[[ Source material, beginning ]]
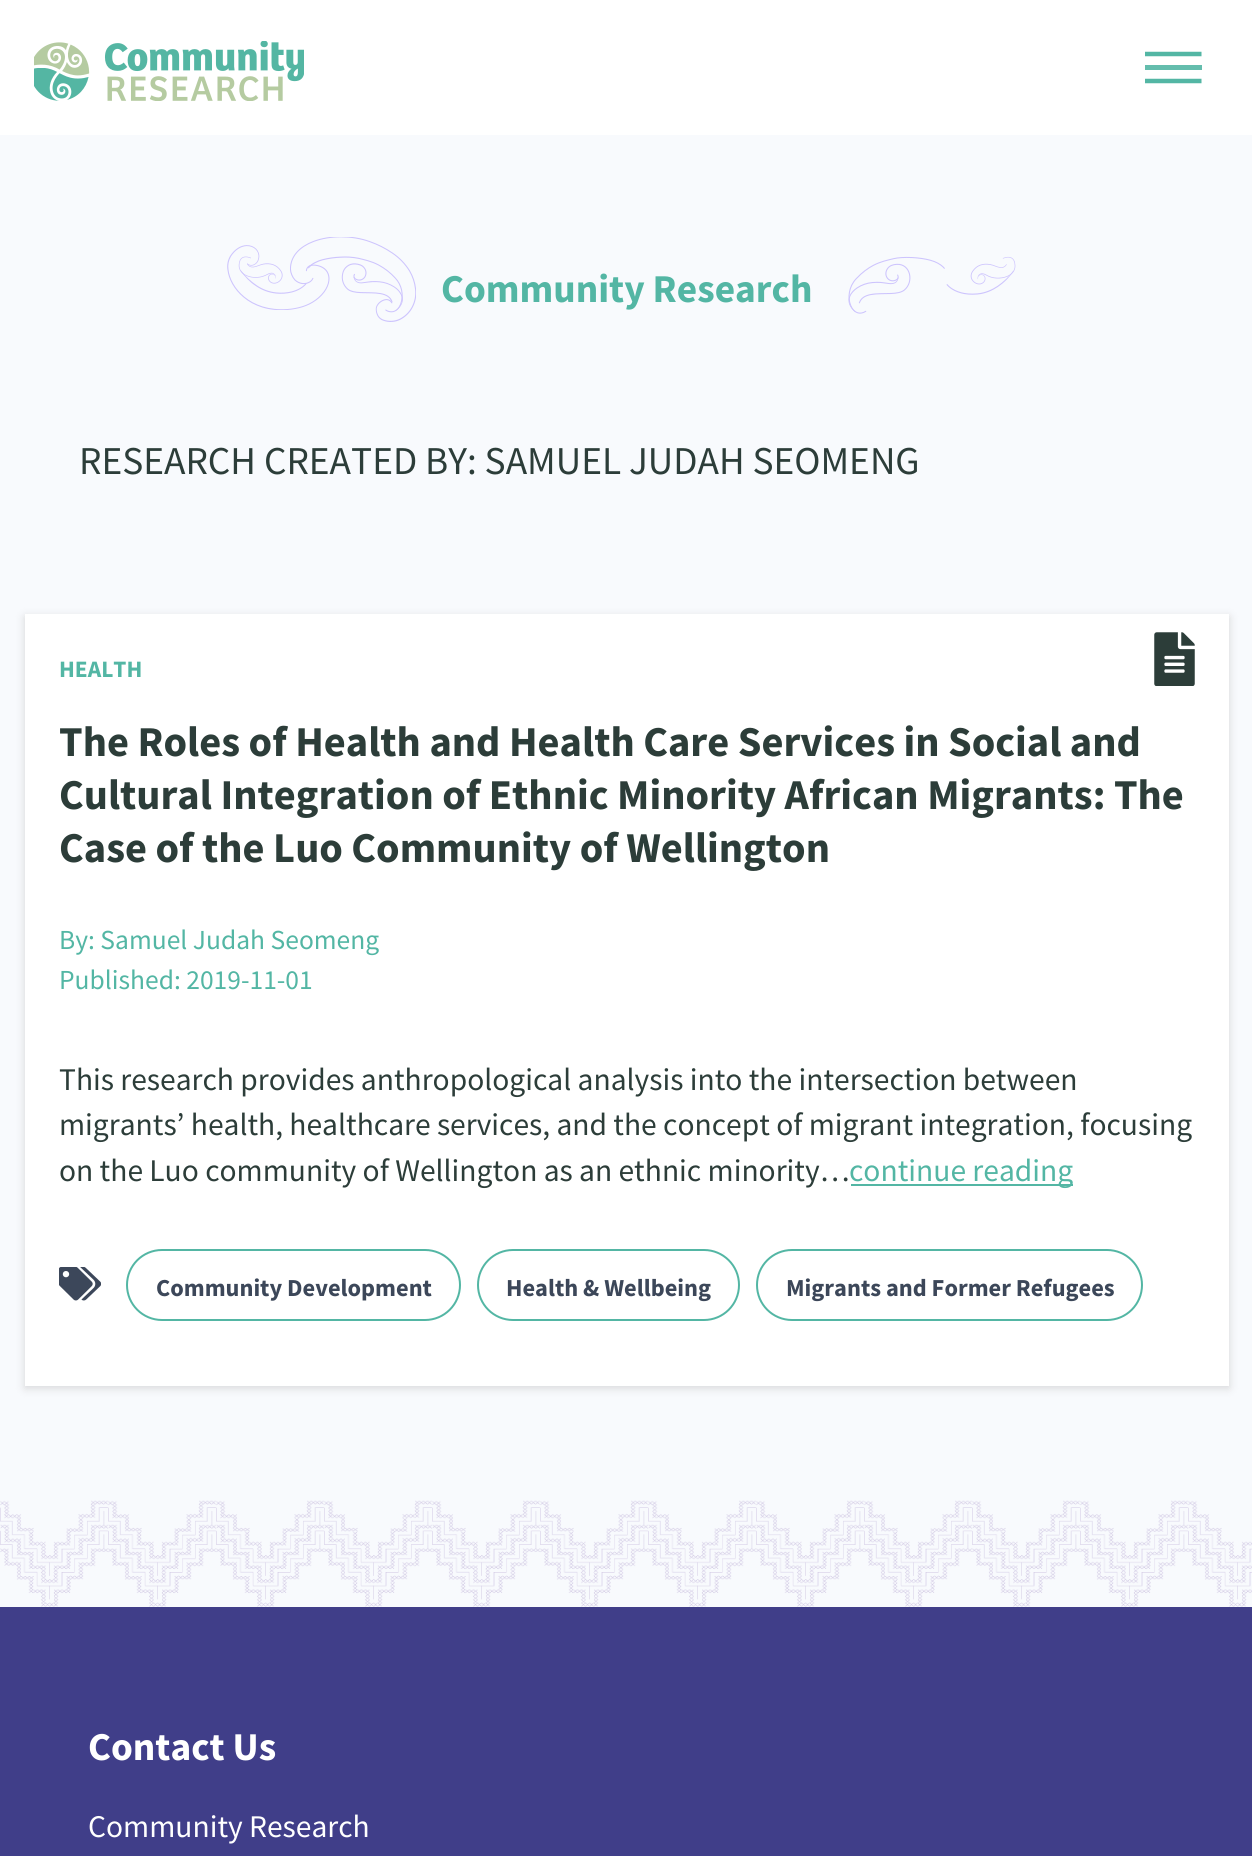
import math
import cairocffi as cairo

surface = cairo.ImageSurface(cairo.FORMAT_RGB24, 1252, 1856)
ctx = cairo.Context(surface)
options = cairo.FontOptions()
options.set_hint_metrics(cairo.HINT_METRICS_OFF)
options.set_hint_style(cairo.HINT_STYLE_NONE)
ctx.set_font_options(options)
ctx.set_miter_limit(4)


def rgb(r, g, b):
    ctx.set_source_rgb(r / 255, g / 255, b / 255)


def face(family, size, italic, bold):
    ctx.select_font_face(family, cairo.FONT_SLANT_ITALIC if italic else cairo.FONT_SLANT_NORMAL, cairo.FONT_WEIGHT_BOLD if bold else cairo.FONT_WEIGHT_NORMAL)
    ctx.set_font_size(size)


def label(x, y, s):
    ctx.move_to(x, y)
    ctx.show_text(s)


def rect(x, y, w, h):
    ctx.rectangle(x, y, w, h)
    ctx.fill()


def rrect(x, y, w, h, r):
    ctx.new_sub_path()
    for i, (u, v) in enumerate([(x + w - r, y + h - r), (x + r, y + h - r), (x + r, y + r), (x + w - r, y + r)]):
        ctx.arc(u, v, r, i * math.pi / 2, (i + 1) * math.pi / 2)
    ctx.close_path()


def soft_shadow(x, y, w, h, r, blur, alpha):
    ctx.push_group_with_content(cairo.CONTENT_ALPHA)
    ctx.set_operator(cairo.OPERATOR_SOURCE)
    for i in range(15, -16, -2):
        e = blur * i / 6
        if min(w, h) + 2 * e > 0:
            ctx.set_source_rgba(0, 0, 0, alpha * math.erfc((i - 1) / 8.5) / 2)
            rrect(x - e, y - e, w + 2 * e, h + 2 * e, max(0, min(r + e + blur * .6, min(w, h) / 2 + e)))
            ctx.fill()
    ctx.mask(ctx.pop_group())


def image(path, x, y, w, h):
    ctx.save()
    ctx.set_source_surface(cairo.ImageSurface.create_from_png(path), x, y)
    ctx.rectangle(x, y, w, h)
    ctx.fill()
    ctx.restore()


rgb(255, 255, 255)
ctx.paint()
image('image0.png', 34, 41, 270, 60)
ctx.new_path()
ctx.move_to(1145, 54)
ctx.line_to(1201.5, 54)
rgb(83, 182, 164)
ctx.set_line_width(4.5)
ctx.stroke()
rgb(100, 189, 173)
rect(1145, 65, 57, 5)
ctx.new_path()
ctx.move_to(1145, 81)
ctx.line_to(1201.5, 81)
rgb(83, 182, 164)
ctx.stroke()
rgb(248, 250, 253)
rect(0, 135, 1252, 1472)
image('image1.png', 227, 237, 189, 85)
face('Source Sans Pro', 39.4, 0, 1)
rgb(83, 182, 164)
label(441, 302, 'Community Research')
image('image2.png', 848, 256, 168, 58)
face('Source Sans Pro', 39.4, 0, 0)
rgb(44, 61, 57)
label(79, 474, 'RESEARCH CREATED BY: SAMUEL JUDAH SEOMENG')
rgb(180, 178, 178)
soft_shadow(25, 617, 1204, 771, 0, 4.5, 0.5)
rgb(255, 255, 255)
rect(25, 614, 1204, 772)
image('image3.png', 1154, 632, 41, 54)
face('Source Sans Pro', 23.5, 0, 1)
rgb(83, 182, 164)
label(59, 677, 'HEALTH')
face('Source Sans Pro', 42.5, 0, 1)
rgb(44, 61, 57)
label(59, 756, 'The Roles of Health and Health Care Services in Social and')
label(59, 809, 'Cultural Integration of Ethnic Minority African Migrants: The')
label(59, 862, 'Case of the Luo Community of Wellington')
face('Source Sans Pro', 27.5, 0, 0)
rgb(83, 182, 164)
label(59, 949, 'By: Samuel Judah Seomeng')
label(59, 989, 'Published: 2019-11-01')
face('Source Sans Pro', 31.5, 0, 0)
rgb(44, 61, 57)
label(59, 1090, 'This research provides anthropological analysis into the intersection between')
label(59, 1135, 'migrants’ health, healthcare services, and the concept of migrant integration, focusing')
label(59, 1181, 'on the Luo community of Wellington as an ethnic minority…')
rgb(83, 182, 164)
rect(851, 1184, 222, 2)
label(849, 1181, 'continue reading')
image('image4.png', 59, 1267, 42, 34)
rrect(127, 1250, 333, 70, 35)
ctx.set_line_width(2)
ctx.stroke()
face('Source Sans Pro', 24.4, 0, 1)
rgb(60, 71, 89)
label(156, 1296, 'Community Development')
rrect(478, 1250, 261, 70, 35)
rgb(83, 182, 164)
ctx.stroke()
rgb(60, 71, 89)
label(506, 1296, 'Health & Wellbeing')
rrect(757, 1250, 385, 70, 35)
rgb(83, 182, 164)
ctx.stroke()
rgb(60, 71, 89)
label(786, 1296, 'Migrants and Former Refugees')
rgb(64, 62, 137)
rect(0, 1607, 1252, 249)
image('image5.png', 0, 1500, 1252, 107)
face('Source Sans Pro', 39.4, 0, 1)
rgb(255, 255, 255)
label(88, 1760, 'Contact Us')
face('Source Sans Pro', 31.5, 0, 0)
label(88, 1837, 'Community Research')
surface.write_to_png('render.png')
[[ Source material, end ]]
» What this task involves
Print the data above exactly, from its first line to the line bearing "ctx.new_sub_path()" inclusive, and keep pictures out of the result.

» Written response
import math
import cairocffi as cairo

surface = cairo.ImageSurface(cairo.FORMAT_RGB24, 1252, 1856)
ctx = cairo.Context(surface)
options = cairo.FontOptions()
options.set_hint_metrics(cairo.HINT_METRICS_OFF)
options.set_hint_style(cairo.HINT_STYLE_NONE)
ctx.set_font_options(options)
ctx.set_miter_limit(4)


def rgb(r, g, b):
    ctx.set_source_rgb(r / 255, g / 255, b / 255)


def face(family, size, italic, bold):
    ctx.select_font_face(family, cairo.FONT_SLANT_ITALIC if italic else cairo.FONT_SLANT_NORMAL, cairo.FONT_WEIGHT_BOLD if bold else cairo.FONT_WEIGHT_NORMAL)
    ctx.set_font_size(size)


def label(x, y, s):
    ctx.move_to(x, y)
    ctx.show_text(s)


def rect(x, y, w, h):
    ctx.rectangle(x, y, w, h)
    ctx.fill()


def rrect(x, y, w, h, r):
    ctx.new_sub_path()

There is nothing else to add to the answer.